[Entries taken from a collection]
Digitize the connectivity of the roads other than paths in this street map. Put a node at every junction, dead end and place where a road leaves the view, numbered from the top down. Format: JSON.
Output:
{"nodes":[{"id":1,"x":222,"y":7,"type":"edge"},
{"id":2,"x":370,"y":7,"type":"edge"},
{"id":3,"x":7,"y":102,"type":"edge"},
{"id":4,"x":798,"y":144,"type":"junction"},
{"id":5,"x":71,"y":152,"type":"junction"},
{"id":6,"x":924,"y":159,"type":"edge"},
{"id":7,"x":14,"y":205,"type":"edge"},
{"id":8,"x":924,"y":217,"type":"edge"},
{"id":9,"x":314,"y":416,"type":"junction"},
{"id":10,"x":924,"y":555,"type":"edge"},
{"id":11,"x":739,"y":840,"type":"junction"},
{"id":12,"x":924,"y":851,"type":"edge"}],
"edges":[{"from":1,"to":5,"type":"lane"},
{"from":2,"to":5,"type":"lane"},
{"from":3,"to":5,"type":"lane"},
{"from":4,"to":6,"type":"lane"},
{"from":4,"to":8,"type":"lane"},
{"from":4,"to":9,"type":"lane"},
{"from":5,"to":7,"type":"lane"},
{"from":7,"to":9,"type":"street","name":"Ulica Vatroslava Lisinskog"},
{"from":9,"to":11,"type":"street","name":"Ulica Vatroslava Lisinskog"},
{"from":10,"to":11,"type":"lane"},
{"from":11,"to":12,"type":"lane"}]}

## [TASK TO COMPLETE]
Give every record again, exactly as it reads.

## [SOLUTION]
Digitize the connectivity of the roads other than paths in this street map. Put a node at every junction, dead end and place where a road leaves the view, numbered from the top down. Format: JSON.
Output:
{"nodes":[{"id":1,"x":222,"y":7,"type":"edge"},
{"id":2,"x":370,"y":7,"type":"edge"},
{"id":3,"x":7,"y":102,"type":"edge"},
{"id":4,"x":798,"y":144,"type":"junction"},
{"id":5,"x":71,"y":152,"type":"junction"},
{"id":6,"x":924,"y":159,"type":"edge"},
{"id":7,"x":14,"y":205,"type":"edge"},
{"id":8,"x":924,"y":217,"type":"edge"},
{"id":9,"x":314,"y":416,"type":"junction"},
{"id":10,"x":924,"y":555,"type":"edge"},
{"id":11,"x":739,"y":840,"type":"junction"},
{"id":12,"x":924,"y":851,"type":"edge"}],
"edges":[{"from":1,"to":5,"type":"lane"},
{"from":2,"to":5,"type":"lane"},
{"from":3,"to":5,"type":"lane"},
{"from":4,"to":6,"type":"lane"},
{"from":4,"to":8,"type":"lane"},
{"from":4,"to":9,"type":"lane"},
{"from":5,"to":7,"type":"lane"},
{"from":7,"to":9,"type":"street","name":"Ulica Vatroslava Lisinskog"},
{"from":9,"to":11,"type":"street","name":"Ulica Vatroslava Lisinskog"},
{"from":10,"to":11,"type":"lane"},
{"from":11,"to":12,"type":"lane"}]}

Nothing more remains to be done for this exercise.